▶ _YOUR GOAL_
Take each line of the listing that has the string "dead" and report it.

▶ _RECORDS FOR PROCESSING_
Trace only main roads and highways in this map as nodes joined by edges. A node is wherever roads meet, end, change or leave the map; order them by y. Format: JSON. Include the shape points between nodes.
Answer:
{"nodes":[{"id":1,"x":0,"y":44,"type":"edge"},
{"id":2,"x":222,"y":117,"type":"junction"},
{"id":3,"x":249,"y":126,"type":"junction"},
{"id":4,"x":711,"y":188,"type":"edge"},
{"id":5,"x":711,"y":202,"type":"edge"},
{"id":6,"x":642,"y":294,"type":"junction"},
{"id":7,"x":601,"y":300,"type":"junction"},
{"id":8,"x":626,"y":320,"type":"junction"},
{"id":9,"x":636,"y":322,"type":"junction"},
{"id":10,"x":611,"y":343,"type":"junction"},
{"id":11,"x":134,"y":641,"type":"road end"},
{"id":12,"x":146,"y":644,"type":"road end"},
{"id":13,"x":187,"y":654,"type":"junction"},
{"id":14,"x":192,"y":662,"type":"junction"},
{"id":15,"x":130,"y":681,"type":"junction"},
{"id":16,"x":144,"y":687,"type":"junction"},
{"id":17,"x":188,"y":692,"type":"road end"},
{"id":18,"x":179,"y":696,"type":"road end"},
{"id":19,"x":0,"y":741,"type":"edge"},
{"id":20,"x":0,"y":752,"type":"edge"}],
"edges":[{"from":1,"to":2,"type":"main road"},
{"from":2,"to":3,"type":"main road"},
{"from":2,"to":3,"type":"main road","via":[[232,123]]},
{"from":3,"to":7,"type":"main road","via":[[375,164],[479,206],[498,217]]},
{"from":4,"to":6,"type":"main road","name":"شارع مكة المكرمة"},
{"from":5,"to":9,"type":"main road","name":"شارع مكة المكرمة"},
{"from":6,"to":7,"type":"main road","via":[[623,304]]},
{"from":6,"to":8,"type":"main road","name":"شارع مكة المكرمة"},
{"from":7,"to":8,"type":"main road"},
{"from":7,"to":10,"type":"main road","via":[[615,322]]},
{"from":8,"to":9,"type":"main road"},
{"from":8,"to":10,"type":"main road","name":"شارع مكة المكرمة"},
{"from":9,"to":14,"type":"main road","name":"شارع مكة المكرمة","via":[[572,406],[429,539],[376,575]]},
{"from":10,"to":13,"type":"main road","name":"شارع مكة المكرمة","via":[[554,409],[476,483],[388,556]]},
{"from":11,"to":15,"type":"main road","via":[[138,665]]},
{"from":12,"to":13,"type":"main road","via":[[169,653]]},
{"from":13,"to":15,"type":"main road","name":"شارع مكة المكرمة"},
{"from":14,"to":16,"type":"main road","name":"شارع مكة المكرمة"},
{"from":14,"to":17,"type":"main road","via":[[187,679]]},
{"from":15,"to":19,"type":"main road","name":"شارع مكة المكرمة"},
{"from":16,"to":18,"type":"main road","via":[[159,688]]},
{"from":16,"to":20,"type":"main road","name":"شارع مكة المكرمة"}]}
--
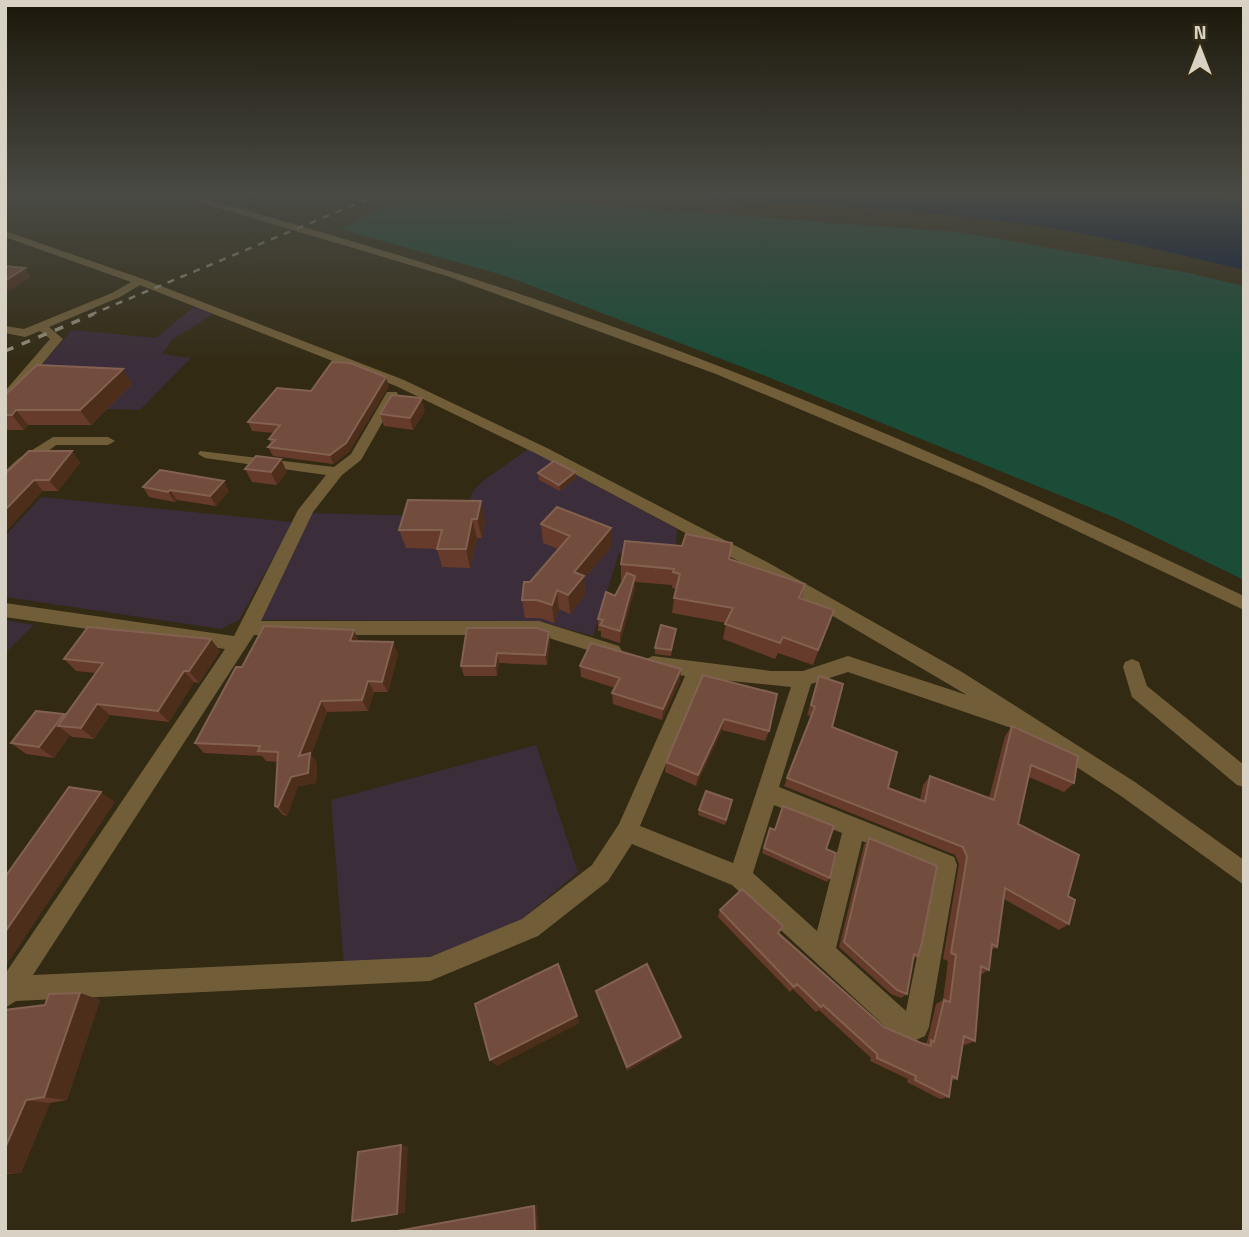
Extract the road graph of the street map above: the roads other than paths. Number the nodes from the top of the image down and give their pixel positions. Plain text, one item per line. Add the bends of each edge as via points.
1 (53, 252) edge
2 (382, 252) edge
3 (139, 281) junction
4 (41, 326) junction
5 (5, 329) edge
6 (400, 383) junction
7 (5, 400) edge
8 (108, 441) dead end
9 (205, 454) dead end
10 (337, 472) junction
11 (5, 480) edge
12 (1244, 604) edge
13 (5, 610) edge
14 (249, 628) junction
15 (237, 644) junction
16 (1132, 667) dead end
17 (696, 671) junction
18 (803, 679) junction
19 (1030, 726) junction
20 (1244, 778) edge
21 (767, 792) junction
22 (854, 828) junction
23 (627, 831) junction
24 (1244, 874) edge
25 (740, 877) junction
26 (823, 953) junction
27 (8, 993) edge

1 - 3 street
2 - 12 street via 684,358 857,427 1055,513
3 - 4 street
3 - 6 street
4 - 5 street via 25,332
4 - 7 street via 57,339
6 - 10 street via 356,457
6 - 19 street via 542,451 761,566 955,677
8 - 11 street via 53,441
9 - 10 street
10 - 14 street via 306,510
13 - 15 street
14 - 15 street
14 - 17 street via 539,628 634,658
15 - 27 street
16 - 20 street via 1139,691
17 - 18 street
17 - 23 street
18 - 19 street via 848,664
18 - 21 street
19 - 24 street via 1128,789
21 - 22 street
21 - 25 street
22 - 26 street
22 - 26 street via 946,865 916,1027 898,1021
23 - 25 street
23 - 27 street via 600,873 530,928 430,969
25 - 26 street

▶ _SOLUTION TO THIS TASK_
8 (108, 441) dead end
9 (205, 454) dead end
16 (1132, 667) dead end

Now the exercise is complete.